2.2 NSCLC組織和癌旁正常組織中miR-605-5p、TNFAIP3 mRNA表達(dá)水平比較 NSCLC組織中miR-605-5p表達(dá)水平明顯高于癌旁正常組織(P<0.01),TNFAIP3 mRNA表達(dá)水平明顯低于癌旁正常組織(P<0.01),見表2。

表2 NSCLC組織和癌旁正常組織中miR-605-5p、TNFAIP3 mRNA表達(dá)水平比較Tab.2 Comparison of miR-605-5p and TNFAIP3 mRNA expression levels in NSCLC tissue and normal tissue adjacent to cancer

2.3 miR-605-5p、TNFAIP3 mRNA表達(dá)在不同臨床/病理特征中差異比較 分別以NSCLC組織miR-605-5p、TNFAIP3 mRNA表達(dá)水平均值1.86、0.51為界,將患者分為miR-605-5p低表達(dá)組42例(miR-605-5p<1.86)和miR-605-5p高表達(dá)組45例(miR-605-5p≥1.86),TNFAIP3 mRNA低表達(dá)組41例(TNFAIP3 mRNA<0.51)和TNFAIP3 mRNA高表達(dá)組46例(TNFAIP3 mRNA≥0.51);NSCLC組織中miR-605-5p、TNFAIP3 mRNA表達(dá)與性別、年齡、吸煙、腫瘤直徑、組織類型無關(guān)(P>0.05);miR-605-5p高表達(dá)組TNM分期中Ⅲ期、有淋巴結(jié)轉(zhuǎn)移比例明顯高于miR-605-5p低表達(dá)組(P<0.01);TNFAIP3 mRNA低表達(dá)組TNM分期中Ⅲ期、有淋巴結(jié)轉(zhuǎn)移比例明顯高于TNFAIP3 mRNA高表達(dá)組(P<0.01),見表3。

表3 NSCLC組織中miR-605-5p、TNFAIP3 mRNA在不同臨床/病理特征中表達(dá)差異比較 [例(%)]Tab.3 Comparison of miR-605-5p and TNFAIP3 mRNA expression differences in different clinical/pathological features in NSCLC tissues

2.4 NSCLC組織中miR-605-5p與TNFAIP3 mRNA表達(dá)水平的相關(guān)性 NSCLC組織中miR-605-5p與TNFAIP3 mRNA表達(dá)水平呈負(fù)相關(guān)(r=-0.453,P<0.001)。

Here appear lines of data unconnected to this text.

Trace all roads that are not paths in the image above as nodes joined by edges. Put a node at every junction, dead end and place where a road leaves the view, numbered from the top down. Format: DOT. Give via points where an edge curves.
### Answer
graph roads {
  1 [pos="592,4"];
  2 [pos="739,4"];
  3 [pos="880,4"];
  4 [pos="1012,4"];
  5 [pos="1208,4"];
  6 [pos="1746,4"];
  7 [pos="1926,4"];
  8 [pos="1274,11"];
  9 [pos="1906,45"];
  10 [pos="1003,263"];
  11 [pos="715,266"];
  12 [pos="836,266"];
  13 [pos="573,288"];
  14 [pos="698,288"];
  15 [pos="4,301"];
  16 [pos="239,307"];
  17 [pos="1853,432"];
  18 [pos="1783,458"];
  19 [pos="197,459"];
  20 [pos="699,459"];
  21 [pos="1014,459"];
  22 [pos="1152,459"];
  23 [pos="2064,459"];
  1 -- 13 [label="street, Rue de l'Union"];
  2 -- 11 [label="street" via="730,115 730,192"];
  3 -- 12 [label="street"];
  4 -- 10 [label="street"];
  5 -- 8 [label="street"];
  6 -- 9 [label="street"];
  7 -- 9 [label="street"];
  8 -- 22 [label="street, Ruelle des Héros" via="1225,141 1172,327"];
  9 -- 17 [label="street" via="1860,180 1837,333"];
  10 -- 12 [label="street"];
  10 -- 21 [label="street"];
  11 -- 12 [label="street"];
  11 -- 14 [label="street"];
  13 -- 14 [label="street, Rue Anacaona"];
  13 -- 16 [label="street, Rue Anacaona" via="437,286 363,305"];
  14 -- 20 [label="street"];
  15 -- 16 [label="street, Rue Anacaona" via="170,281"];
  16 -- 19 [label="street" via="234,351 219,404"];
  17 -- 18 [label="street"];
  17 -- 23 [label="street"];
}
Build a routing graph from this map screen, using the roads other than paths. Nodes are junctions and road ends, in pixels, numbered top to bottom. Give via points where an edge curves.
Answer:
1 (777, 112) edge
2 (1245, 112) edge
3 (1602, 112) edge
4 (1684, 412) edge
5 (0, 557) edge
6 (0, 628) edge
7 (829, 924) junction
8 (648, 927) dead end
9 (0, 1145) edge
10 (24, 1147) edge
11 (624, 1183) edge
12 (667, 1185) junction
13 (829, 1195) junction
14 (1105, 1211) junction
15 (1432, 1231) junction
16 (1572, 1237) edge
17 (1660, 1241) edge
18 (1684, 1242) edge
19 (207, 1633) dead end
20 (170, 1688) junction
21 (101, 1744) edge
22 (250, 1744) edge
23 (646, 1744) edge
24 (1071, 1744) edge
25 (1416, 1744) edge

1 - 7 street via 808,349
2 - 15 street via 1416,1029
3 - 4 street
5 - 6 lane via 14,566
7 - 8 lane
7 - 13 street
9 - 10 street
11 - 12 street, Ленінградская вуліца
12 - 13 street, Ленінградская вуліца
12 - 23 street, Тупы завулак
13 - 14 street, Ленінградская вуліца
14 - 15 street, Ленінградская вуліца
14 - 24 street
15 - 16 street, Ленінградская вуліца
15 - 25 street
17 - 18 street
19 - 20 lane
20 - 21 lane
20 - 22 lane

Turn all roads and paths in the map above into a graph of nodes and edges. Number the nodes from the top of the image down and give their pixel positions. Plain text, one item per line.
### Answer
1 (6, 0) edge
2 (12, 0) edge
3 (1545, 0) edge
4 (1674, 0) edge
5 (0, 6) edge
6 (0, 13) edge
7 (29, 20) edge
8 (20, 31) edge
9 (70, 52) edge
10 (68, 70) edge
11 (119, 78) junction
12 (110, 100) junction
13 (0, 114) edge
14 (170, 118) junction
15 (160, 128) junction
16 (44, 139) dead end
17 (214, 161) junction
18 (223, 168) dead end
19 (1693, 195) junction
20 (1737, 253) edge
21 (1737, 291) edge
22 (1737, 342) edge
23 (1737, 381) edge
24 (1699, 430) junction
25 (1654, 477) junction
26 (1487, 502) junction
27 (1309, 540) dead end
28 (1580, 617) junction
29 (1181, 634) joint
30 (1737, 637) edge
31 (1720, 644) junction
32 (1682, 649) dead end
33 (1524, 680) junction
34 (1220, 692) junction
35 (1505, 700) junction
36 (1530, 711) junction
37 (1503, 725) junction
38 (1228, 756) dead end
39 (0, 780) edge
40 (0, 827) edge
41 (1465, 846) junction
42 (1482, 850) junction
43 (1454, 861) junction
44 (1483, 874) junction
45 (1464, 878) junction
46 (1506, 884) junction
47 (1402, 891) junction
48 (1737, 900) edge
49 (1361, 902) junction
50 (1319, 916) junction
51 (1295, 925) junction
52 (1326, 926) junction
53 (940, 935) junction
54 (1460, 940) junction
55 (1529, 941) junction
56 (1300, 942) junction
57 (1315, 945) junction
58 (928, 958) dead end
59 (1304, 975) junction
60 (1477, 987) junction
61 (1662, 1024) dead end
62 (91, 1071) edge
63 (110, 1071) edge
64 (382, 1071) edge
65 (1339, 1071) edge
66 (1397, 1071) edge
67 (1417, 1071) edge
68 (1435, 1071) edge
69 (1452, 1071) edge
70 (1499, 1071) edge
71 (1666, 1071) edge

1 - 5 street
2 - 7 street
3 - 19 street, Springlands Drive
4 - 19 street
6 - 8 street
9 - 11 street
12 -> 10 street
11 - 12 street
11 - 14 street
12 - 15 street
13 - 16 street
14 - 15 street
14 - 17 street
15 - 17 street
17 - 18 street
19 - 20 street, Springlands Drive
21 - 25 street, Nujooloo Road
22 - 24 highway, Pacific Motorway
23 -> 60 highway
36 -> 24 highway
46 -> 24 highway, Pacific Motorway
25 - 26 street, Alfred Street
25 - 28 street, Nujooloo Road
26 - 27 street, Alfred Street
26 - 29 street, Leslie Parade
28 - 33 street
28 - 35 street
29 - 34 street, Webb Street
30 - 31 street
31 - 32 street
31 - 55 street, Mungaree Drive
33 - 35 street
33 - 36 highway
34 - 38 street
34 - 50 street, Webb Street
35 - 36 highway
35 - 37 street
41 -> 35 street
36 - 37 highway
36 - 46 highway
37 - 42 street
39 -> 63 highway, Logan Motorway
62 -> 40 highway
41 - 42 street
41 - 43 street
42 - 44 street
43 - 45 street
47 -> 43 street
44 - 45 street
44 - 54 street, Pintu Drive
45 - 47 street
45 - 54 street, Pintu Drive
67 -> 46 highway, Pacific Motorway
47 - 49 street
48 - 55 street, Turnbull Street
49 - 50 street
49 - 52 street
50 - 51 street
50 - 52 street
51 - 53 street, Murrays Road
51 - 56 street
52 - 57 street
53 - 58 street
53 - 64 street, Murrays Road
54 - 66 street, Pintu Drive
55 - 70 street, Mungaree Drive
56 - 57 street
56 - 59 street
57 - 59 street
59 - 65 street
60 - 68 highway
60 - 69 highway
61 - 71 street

2.5 NSCLC組織中miR-605-5p、TNFAIP3 mRNA表達(dá)與患者生存的關(guān)系 NSCLC患者隨訪5年,生存34例(生存組),死亡53例(死亡組);miR-605-5p低表達(dá)組5年總生存率為52.38%(22/42),明顯高于miR-605-5p高表達(dá)組的26.67%(12/45),差異有統(tǒng)計(jì)學(xué)意義(χ2=6.034,P=0.014);TNFAIP3 mRNA低表達(dá)組5年總生存率為21.95%(9/41),明顯低于TNFAIP3 mRNA高表達(dá)組的54.35%(25/46),差異有統(tǒng)計(jì)學(xué)意義(χ2=9.557,P=0.002)。

2.6 生存組和死亡組NSCLC組織中miR-605-5p、TNFAIP3 mRNA表達(dá)水平比較 死亡組NSCLC組織中miR-605-5p表達(dá)水平明顯高于生存組(P<0.05),TNFAIP3 mRNA表達(dá)水平明顯低于生存組(P<0.01),見表4。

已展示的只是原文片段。